- _Exercise directions_:
How many lines below include the word "labels"? State that number and nothing else.

- _Dataset_:
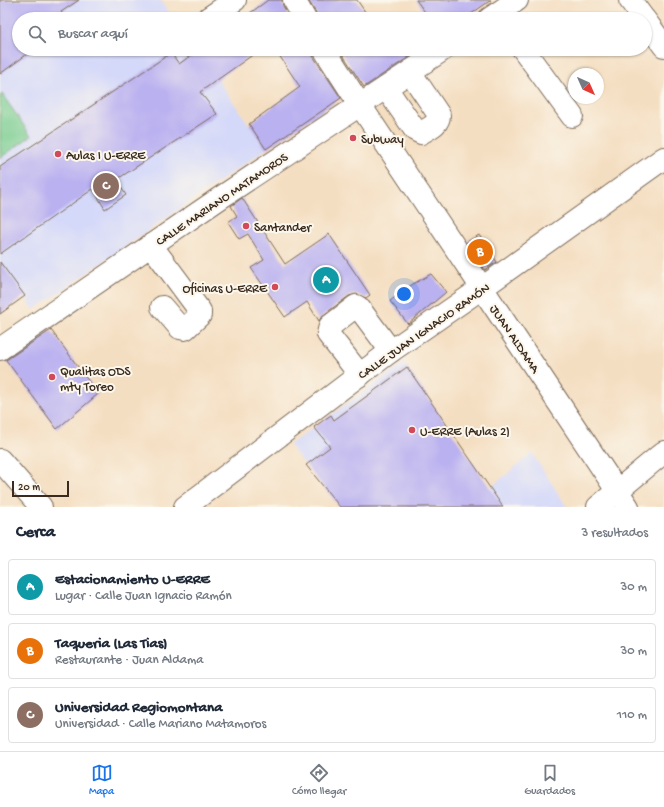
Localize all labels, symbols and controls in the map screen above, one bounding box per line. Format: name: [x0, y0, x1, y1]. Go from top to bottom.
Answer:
search box: [12, 12, 652, 56]
icon: search: [26, 23, 48, 45]
text: Buscar aquí: [58, 25, 128, 43]
north arrow: [568, 68, 604, 104]
marker: Subway: [348, 133, 358, 143]
place label: Subway: [361, 133, 404, 148]
marker: Aulas I U-ERRE: [53, 149, 63, 159]
place label: Aulas I U-ERRE: [66, 149, 146, 164]
street label: CALLE MARIANO MATAMOROS: [154, 150, 292, 250]
pin: C: [93, 171, 119, 201]
marker: Santander: [241, 221, 251, 231]
place label: Santander: [254, 221, 312, 236]
pin: B: [467, 237, 493, 267]
pin: A: [313, 265, 339, 295]
street label: CALLE JUAN IGNACIO RAMÓN: [356, 281, 493, 383]
place label: Oficinas U-ERRE: [182, 282, 268, 297]
marker: Oficinas U-ERRE: [270, 282, 280, 292]
your location: [394, 284, 414, 304]
street label: JUAN ALDAMA: [486, 303, 543, 377]
place label: Qualitas ODS mty Toreo: [60, 365, 131, 395]
marker: Qualitas ODS mty Toreo: [47, 372, 57, 382]
marker: U-ERRE (Aulas 2): [407, 425, 417, 435]
place label: U-ERRE (Aulas 2): [420, 425, 510, 440]
scale bar: [12, 479, 69, 498]
text: 20 m: [18, 482, 40, 494]
text: Cerca: [16, 523, 55, 543]
text: 3 resultados: [581, 526, 648, 541]
text: Estacionamiento U-ERRE: [55, 571, 210, 589]
text: A: [26, 580, 34, 595]
text: 30 m: [621, 580, 647, 595]
text: Lugar · Calle Juan Ignacio Ramón: [55, 589, 232, 604]
text: Taqueria (Las Tias): [55, 635, 168, 653]
text: B: [27, 644, 33, 659]
text: 30 m: [621, 644, 647, 659]
text: Restaurante · Juan Aldama: [55, 653, 203, 668]
text: Universidad Regiomontana: [55, 699, 223, 717]
text: C: [26, 708, 34, 723]
text: 110 m: [617, 708, 647, 723]
text: Universidad · Calle Mariano Matamoros: [55, 717, 266, 732]
tab: Mapa: [89, 762, 114, 798]
tab: Cómo llegar: [292, 762, 346, 798]
tab: Guardados: [524, 762, 575, 798]

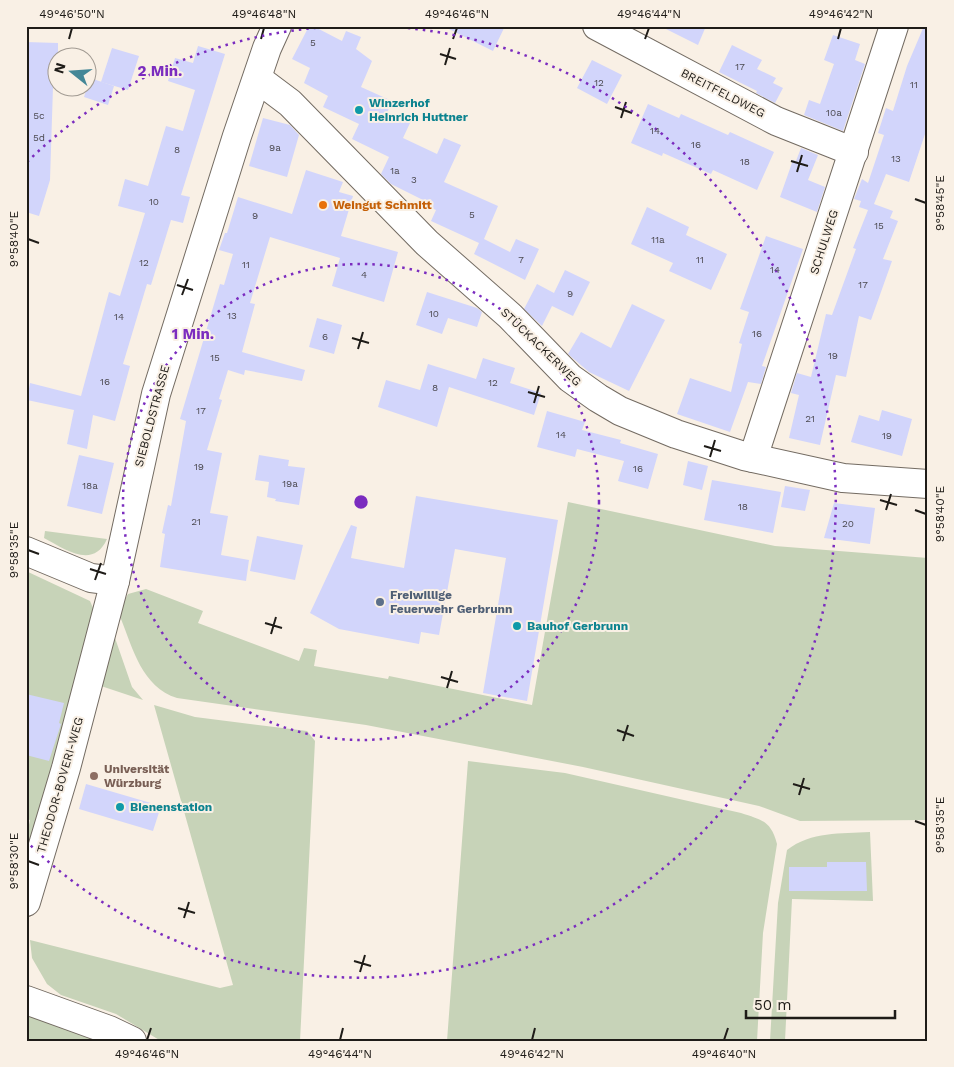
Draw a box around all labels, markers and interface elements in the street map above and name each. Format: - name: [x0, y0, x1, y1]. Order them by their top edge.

- _Final answer_:
2